▸ PROVIDED MATERIAL:
------------------------------------

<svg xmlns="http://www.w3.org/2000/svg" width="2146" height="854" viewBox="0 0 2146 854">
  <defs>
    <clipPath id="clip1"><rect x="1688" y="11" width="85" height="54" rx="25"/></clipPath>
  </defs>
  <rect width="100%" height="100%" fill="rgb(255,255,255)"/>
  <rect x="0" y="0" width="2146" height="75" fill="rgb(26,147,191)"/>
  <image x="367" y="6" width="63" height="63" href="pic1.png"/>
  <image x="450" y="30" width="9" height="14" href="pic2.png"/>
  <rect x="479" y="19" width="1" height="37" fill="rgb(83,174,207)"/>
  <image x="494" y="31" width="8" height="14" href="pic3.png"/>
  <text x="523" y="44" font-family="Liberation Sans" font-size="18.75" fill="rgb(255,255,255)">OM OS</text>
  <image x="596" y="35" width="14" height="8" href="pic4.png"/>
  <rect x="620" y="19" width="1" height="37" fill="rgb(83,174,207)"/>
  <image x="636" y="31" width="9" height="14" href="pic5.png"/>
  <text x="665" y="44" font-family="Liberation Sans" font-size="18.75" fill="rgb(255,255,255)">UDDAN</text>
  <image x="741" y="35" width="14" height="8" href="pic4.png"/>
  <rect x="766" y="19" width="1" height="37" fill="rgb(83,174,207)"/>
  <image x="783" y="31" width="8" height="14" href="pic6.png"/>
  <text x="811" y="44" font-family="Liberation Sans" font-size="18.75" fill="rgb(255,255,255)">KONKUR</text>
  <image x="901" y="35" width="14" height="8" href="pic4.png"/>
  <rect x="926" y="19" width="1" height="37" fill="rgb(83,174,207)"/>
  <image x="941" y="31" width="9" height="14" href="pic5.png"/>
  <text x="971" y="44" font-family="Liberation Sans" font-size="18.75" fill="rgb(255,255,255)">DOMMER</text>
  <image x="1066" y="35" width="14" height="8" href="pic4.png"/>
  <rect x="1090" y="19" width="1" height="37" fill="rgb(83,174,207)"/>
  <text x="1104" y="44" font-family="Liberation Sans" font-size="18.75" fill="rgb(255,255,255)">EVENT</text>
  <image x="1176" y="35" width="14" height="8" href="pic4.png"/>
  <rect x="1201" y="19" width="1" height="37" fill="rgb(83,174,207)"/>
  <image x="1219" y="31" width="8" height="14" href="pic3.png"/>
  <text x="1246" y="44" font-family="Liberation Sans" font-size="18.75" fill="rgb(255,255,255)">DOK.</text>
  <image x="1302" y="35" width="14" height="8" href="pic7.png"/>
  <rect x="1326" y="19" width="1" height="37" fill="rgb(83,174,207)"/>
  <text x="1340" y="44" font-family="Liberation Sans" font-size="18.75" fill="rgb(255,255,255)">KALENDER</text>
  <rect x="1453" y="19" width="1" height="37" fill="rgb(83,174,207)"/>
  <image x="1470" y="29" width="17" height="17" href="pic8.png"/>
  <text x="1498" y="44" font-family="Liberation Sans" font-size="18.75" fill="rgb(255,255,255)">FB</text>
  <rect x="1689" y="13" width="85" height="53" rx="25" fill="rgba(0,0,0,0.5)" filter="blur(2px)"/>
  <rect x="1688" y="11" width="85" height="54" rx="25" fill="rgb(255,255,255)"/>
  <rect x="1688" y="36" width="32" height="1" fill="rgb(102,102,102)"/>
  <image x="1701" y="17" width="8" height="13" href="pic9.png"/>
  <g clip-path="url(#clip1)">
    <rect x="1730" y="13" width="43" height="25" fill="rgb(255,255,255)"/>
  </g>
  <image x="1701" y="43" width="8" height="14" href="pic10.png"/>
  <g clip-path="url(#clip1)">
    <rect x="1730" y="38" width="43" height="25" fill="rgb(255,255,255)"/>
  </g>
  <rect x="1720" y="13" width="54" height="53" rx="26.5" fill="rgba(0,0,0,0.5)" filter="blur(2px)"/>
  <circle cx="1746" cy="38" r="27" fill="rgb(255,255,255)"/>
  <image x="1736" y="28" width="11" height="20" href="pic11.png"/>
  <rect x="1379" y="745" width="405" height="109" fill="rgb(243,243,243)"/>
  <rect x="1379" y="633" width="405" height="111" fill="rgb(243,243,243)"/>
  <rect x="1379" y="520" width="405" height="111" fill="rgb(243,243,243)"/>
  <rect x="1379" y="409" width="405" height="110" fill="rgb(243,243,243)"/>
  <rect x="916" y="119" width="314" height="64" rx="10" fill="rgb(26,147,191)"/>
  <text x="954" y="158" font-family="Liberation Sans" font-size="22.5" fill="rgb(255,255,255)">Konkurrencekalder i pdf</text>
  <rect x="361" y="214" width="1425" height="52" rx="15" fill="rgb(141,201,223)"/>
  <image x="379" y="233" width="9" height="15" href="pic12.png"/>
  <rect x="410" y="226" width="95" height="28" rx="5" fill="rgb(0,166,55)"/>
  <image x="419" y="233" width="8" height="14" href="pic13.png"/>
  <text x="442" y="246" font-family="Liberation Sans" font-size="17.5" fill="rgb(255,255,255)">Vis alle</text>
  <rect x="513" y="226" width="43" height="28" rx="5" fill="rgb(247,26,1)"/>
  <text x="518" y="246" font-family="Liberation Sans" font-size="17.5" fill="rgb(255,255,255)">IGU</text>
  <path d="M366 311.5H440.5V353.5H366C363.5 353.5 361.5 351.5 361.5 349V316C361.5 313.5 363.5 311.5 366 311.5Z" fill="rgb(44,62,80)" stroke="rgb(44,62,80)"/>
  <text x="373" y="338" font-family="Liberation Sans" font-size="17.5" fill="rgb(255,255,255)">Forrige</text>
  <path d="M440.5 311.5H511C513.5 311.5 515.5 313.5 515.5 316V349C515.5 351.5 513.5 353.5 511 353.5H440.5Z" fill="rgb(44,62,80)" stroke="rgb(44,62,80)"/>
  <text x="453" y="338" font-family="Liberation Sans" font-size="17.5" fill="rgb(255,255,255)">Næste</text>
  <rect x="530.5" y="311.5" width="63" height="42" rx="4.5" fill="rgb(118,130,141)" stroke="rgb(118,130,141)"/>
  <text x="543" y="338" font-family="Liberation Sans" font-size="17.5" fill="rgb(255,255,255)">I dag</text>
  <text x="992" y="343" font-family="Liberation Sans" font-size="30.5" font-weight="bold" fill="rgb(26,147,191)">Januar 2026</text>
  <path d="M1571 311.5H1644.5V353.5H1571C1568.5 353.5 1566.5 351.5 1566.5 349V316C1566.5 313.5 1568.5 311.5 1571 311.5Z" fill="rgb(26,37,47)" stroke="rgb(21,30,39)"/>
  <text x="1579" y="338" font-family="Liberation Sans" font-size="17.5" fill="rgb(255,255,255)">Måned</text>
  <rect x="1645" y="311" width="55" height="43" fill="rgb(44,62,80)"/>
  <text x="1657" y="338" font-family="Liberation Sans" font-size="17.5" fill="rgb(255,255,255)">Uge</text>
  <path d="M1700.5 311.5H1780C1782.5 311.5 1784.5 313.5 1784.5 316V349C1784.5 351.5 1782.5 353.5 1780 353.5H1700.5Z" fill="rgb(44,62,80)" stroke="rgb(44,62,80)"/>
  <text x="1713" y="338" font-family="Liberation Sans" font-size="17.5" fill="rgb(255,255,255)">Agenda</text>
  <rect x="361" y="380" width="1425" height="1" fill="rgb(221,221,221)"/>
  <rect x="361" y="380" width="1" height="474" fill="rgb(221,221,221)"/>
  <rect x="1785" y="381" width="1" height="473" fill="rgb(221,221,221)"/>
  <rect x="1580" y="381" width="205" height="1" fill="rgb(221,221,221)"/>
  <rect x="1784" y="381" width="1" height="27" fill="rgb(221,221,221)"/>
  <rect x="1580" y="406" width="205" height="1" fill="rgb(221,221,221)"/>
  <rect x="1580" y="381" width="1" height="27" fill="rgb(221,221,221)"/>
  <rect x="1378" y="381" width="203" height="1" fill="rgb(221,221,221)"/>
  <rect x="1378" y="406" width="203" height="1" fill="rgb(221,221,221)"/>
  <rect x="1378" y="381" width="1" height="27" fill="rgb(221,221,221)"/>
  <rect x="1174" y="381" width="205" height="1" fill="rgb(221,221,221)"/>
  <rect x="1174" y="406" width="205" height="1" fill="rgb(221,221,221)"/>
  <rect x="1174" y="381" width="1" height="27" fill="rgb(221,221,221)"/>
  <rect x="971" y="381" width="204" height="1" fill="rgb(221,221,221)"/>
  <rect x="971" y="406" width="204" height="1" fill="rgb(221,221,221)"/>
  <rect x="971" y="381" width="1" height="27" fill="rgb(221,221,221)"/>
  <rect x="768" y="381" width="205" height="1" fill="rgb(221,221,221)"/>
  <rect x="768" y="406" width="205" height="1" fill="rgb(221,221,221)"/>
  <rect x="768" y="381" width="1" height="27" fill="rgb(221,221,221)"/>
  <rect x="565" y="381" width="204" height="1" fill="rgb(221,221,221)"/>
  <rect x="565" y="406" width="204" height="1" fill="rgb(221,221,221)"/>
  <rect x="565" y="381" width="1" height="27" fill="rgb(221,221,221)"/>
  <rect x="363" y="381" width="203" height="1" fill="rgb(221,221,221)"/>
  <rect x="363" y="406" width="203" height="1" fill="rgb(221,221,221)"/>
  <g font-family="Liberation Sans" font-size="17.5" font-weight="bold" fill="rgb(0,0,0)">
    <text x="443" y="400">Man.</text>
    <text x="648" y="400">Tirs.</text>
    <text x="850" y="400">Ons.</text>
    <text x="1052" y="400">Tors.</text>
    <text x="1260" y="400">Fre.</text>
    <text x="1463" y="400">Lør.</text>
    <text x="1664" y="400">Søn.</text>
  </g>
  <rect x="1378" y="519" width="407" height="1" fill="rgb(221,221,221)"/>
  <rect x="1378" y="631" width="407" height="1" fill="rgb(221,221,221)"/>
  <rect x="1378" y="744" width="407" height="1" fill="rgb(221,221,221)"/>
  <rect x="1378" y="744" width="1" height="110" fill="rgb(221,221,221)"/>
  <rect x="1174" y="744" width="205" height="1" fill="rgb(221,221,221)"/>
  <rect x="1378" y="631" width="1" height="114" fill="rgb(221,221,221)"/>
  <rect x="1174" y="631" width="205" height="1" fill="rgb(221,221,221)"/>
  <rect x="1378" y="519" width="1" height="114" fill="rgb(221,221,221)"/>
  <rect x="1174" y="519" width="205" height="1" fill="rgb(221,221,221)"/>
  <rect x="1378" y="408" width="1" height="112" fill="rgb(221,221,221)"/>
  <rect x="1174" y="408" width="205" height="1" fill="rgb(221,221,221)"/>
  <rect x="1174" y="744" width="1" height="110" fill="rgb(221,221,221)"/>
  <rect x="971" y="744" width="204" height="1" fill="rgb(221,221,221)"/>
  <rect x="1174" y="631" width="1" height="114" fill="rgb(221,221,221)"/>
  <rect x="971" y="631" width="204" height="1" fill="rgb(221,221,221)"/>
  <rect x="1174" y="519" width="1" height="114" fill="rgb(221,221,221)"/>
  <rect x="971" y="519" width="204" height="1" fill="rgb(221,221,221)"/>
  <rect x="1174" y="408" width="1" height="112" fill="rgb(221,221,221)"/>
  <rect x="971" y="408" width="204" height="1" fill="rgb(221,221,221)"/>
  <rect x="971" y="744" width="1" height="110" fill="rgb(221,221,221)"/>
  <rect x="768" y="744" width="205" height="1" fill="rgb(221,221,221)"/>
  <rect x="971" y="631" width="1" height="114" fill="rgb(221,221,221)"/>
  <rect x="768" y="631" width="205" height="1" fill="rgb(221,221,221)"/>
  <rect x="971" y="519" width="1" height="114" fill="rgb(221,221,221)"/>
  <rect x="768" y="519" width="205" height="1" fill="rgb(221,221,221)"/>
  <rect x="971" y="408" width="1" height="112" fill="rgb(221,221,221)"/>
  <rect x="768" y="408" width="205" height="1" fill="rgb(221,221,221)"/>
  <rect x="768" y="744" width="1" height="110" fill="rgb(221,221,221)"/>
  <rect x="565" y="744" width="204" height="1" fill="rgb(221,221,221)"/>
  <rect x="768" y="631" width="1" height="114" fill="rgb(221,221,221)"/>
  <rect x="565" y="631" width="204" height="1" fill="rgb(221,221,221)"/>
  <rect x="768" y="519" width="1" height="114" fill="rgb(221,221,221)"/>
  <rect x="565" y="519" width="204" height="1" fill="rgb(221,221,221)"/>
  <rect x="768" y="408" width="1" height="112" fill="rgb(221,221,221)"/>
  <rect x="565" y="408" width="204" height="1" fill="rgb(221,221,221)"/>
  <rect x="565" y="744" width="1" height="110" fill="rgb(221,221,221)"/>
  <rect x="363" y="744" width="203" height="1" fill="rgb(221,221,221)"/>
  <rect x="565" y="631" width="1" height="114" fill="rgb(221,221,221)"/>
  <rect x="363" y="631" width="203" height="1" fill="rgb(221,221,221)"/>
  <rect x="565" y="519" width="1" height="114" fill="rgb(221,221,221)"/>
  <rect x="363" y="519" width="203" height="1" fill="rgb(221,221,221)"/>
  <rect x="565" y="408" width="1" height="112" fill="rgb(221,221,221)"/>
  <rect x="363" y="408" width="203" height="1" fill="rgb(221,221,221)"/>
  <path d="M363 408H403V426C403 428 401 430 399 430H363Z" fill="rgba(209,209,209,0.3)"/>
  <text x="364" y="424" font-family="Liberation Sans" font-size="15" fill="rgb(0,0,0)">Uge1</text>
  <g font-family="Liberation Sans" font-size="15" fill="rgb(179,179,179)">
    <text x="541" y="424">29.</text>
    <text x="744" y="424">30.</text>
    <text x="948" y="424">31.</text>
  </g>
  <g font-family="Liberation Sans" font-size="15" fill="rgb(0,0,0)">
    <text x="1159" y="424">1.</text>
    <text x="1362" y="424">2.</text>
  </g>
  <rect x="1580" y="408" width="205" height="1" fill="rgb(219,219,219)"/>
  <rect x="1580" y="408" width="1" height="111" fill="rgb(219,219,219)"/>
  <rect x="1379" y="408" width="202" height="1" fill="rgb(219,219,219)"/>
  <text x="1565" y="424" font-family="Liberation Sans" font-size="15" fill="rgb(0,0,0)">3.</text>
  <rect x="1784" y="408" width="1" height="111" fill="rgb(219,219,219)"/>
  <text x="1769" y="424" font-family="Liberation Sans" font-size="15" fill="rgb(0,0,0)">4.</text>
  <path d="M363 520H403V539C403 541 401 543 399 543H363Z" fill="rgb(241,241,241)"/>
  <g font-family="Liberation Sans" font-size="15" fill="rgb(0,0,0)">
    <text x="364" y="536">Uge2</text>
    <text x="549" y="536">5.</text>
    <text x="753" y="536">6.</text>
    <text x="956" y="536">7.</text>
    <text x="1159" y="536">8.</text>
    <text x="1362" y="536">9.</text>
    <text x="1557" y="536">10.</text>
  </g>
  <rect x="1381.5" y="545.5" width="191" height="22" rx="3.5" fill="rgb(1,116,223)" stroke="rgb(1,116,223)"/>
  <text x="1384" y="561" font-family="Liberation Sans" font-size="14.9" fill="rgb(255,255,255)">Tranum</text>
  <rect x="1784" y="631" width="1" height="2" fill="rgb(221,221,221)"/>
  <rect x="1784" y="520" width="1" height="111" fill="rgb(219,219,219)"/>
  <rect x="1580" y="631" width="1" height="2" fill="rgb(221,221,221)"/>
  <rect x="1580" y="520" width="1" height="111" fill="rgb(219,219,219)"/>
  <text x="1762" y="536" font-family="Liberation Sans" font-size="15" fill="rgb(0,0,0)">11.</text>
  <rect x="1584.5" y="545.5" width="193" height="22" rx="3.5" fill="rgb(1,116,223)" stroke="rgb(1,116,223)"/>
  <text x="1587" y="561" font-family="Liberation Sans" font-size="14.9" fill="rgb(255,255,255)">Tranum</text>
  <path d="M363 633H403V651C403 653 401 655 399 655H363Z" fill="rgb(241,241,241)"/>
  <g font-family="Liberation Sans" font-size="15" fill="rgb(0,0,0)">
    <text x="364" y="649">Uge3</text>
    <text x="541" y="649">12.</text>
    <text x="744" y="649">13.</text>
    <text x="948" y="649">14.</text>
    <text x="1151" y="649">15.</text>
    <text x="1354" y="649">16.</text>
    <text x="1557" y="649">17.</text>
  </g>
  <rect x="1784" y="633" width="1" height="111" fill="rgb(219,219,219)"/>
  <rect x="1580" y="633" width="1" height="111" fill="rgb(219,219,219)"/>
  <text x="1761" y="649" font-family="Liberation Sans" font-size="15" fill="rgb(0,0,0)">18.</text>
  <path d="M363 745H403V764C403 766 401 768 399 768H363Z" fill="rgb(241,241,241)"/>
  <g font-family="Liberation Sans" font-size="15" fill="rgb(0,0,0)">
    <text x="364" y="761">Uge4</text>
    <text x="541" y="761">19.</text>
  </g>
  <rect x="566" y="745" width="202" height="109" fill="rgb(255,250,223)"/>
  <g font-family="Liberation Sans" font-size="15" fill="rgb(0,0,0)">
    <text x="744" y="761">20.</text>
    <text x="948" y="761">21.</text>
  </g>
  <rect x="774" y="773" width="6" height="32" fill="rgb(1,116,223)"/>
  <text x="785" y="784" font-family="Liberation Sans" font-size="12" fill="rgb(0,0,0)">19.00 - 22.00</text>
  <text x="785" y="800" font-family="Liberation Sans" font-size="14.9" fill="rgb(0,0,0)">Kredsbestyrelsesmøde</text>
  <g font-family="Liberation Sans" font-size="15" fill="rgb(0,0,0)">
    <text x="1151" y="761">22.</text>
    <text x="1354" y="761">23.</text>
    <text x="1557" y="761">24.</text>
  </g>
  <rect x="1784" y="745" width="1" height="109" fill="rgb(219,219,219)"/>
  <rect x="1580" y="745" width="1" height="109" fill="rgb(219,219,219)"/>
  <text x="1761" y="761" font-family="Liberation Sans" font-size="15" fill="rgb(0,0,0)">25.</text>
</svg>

------------------------------------

▸ TASK BRIEF: Each line of the entries above that has the word "stroke" is to be copied.

▸ COMPLETED TASK:
  <path d="M366 311.5H440.5V353.5H366C363.5 353.5 361.5 351.5 361.5 349V316C361.5 313.5 363.5 311.5 366 311.5Z" fill="rgb(44,62,80)" stroke="rgb(44,62,80)"/>
  <path d="M440.5 311.5H511C513.5 311.5 515.5 313.5 515.5 316V349C515.5 351.5 513.5 353.5 511 353.5H440.5Z" fill="rgb(44,62,80)" stroke="rgb(44,62,80)"/>
  <rect x="530.5" y="311.5" width="63" height="42" rx="4.5" fill="rgb(118,130,141)" stroke="rgb(118,130,141)"/>
  <path d="M1571 311.5H1644.5V353.5H1571C1568.5 353.5 1566.5 351.5 1566.5 349V316C1566.5 313.5 1568.5 311.5 1571 311.5Z" fill="rgb(26,37,47)" stroke="rgb(21,30,39)"/>
  <path d="M1700.5 311.5H1780C1782.5 311.5 1784.5 313.5 1784.5 316V349C1784.5 351.5 1782.5 353.5 1780 353.5H1700.5Z" fill="rgb(44,62,80)" stroke="rgb(44,62,80)"/>
  <rect x="1381.5" y="545.5" width="191" height="22" rx="3.5" fill="rgb(1,116,223)" stroke="rgb(1,116,223)"/>
  <rect x="1584.5" y="545.5" width="193" height="22" rx="3.5" fill="rgb(1,116,223)" stroke="rgb(1,116,223)"/>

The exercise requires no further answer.